=== DATA SUPPLIED ===
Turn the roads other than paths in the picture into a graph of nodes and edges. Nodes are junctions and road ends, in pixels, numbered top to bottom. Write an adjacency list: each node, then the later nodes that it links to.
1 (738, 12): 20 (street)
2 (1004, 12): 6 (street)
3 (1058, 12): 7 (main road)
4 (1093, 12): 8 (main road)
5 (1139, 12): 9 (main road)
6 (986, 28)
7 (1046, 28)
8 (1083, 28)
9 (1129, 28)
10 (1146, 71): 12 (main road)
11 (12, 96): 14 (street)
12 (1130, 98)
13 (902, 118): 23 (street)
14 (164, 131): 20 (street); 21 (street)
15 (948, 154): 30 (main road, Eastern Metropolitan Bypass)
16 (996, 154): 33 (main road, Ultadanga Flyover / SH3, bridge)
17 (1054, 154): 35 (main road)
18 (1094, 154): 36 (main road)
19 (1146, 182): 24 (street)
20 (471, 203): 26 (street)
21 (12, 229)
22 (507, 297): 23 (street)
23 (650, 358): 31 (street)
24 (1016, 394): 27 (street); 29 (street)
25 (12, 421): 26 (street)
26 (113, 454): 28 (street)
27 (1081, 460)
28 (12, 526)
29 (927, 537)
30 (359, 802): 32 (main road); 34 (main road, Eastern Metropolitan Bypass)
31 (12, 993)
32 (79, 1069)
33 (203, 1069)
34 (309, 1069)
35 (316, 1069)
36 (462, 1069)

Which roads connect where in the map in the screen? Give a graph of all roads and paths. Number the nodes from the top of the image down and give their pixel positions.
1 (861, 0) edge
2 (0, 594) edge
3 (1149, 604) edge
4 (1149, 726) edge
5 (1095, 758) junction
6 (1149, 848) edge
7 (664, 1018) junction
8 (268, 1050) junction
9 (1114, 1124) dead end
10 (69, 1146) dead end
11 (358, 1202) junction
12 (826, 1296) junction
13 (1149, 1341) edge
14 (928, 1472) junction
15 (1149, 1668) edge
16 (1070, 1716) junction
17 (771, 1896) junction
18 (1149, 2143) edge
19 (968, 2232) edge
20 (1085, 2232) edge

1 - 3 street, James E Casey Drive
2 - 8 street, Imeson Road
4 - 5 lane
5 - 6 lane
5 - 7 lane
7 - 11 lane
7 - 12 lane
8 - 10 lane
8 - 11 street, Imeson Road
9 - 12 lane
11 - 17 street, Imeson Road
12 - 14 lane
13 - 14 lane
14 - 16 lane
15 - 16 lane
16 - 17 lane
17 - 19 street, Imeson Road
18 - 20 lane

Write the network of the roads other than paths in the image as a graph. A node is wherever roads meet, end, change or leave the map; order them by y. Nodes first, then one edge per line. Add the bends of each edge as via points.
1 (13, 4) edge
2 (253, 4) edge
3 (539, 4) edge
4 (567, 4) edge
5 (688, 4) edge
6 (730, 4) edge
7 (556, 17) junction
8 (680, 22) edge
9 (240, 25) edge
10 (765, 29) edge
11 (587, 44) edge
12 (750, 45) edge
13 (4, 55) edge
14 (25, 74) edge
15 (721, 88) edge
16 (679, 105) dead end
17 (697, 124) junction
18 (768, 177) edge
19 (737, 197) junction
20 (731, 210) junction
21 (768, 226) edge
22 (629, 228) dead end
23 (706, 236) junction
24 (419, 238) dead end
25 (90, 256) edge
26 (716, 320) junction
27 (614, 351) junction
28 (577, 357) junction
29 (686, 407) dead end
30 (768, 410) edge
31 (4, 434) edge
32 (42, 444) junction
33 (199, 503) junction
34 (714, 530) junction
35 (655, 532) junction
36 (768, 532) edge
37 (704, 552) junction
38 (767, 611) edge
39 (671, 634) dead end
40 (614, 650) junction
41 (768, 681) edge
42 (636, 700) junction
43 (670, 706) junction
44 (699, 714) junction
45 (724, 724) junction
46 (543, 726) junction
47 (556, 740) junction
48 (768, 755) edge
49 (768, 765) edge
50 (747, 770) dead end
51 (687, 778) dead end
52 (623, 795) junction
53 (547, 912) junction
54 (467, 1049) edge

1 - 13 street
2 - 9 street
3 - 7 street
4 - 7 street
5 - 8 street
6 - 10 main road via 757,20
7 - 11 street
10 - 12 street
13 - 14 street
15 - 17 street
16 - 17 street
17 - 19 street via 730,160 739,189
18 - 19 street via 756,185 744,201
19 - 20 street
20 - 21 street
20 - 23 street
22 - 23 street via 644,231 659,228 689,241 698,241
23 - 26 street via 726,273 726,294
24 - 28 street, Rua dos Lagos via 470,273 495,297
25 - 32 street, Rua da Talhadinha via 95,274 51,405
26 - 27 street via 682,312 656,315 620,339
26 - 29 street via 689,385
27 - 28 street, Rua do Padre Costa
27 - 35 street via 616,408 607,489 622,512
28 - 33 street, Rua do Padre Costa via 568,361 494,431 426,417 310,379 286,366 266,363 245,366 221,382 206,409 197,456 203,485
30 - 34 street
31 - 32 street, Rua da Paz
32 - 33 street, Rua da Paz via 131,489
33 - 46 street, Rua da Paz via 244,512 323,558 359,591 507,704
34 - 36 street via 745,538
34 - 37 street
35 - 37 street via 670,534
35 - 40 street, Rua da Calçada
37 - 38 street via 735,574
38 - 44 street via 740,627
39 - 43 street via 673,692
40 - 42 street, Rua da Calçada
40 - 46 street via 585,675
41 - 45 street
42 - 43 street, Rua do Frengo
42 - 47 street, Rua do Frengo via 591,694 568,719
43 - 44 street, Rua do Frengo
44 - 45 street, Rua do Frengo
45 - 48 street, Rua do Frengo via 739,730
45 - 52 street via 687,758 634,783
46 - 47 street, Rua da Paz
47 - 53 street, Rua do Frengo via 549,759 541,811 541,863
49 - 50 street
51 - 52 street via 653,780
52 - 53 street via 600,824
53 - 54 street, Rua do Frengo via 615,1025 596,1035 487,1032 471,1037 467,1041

=== ASSIGNMENT ===
Nothing in the listing above may be altered; transcribe all of it.

=== SOLVED PROBLEM ===
Turn the roads other than paths in the picture into a graph of nodes and edges. Nodes are junctions and road ends, in pixels, numbered top to bottom. Write an adjacency list: each node, then the later nodes that it links to.
1 (738, 12): 20 (street)
2 (1004, 12): 6 (street)
3 (1058, 12): 7 (main road)
4 (1093, 12): 8 (main road)
5 (1139, 12): 9 (main road)
6 (986, 28)
7 (1046, 28)
8 (1083, 28)
9 (1129, 28)
10 (1146, 71): 12 (main road)
11 (12, 96): 14 (street)
12 (1130, 98)
13 (902, 118): 23 (street)
14 (164, 131): 20 (street); 21 (street)
15 (948, 154): 30 (main road, Eastern Metropolitan Bypass)
16 (996, 154): 33 (main road, Ultadanga Flyover / SH3, bridge)
17 (1054, 154): 35 (main road)
18 (1094, 154): 36 (main road)
19 (1146, 182): 24 (street)
20 (471, 203): 26 (street)
21 (12, 229)
22 (507, 297): 23 (street)
23 (650, 358): 31 (street)
24 (1016, 394): 27 (street); 29 (street)
25 (12, 421): 26 (street)
26 (113, 454): 28 (street)
27 (1081, 460)
28 (12, 526)
29 (927, 537)
30 (359, 802): 32 (main road); 34 (main road, Eastern Metropolitan Bypass)
31 (12, 993)
32 (79, 1069)
33 (203, 1069)
34 (309, 1069)
35 (316, 1069)
36 (462, 1069)

Which roads connect where in the map in the screen? Give a graph of all roads and paths. Number the nodes from the top of the image down and give their pixel positions.
1 (861, 0) edge
2 (0, 594) edge
3 (1149, 604) edge
4 (1149, 726) edge
5 (1095, 758) junction
6 (1149, 848) edge
7 (664, 1018) junction
8 (268, 1050) junction
9 (1114, 1124) dead end
10 (69, 1146) dead end
11 (358, 1202) junction
12 (826, 1296) junction
13 (1149, 1341) edge
14 (928, 1472) junction
15 (1149, 1668) edge
16 (1070, 1716) junction
17 (771, 1896) junction
18 (1149, 2143) edge
19 (968, 2232) edge
20 (1085, 2232) edge

1 - 3 street, James E Casey Drive
2 - 8 street, Imeson Road
4 - 5 lane
5 - 6 lane
5 - 7 lane
7 - 11 lane
7 - 12 lane
8 - 10 lane
8 - 11 street, Imeson Road
9 - 12 lane
11 - 17 street, Imeson Road
12 - 14 lane
13 - 14 lane
14 - 16 lane
15 - 16 lane
16 - 17 lane
17 - 19 street, Imeson Road
18 - 20 lane

Write the network of the roads other than paths in the image as a graph. A node is wherever roads meet, end, change or leave the map; order them by y. Nodes first, then one edge per line. Add the bends of each edge as via points.
1 (13, 4) edge
2 (253, 4) edge
3 (539, 4) edge
4 (567, 4) edge
5 (688, 4) edge
6 (730, 4) edge
7 (556, 17) junction
8 (680, 22) edge
9 (240, 25) edge
10 (765, 29) edge
11 (587, 44) edge
12 (750, 45) edge
13 (4, 55) edge
14 (25, 74) edge
15 (721, 88) edge
16 (679, 105) dead end
17 (697, 124) junction
18 (768, 177) edge
19 (737, 197) junction
20 (731, 210) junction
21 (768, 226) edge
22 (629, 228) dead end
23 (706, 236) junction
24 (419, 238) dead end
25 (90, 256) edge
26 (716, 320) junction
27 (614, 351) junction
28 (577, 357) junction
29 (686, 407) dead end
30 (768, 410) edge
31 (4, 434) edge
32 (42, 444) junction
33 (199, 503) junction
34 (714, 530) junction
35 (655, 532) junction
36 (768, 532) edge
37 (704, 552) junction
38 (767, 611) edge
39 (671, 634) dead end
40 (614, 650) junction
41 (768, 681) edge
42 (636, 700) junction
43 (670, 706) junction
44 (699, 714) junction
45 (724, 724) junction
46 (543, 726) junction
47 (556, 740) junction
48 (768, 755) edge
49 (768, 765) edge
50 (747, 770) dead end
51 (687, 778) dead end
52 (623, 795) junction
53 (547, 912) junction
54 (467, 1049) edge

1 - 13 street
2 - 9 street
3 - 7 street
4 - 7 street
5 - 8 street
6 - 10 main road via 757,20
7 - 11 street
10 - 12 street
13 - 14 street
15 - 17 street
16 - 17 street
17 - 19 street via 730,160 739,189
18 - 19 street via 756,185 744,201
19 - 20 street
20 - 21 street
20 - 23 street
22 - 23 street via 644,231 659,228 689,241 698,241
23 - 26 street via 726,273 726,294
24 - 28 street, Rua dos Lagos via 470,273 495,297
25 - 32 street, Rua da Talhadinha via 95,274 51,405
26 - 27 street via 682,312 656,315 620,339
26 - 29 street via 689,385
27 - 28 street, Rua do Padre Costa
27 - 35 street via 616,408 607,489 622,512
28 - 33 street, Rua do Padre Costa via 568,361 494,431 426,417 310,379 286,366 266,363 245,366 221,382 206,409 197,456 203,485
30 - 34 street
31 - 32 street, Rua da Paz
32 - 33 street, Rua da Paz via 131,489
33 - 46 street, Rua da Paz via 244,512 323,558 359,591 507,704
34 - 36 street via 745,538
34 - 37 street
35 - 37 street via 670,534
35 - 40 street, Rua da Calçada
37 - 38 street via 735,574
38 - 44 street via 740,627
39 - 43 street via 673,692
40 - 42 street, Rua da Calçada
40 - 46 street via 585,675
41 - 45 street
42 - 43 street, Rua do Frengo
42 - 47 street, Rua do Frengo via 591,694 568,719
43 - 44 street, Rua do Frengo
44 - 45 street, Rua do Frengo
45 - 48 street, Rua do Frengo via 739,730
45 - 52 street via 687,758 634,783
46 - 47 street, Rua da Paz
47 - 53 street, Rua do Frengo via 549,759 541,811 541,863
49 - 50 street
51 - 52 street via 653,780
52 - 53 street via 600,824
53 - 54 street, Rua do Frengo via 615,1025 596,1035 487,1032 471,1037 467,1041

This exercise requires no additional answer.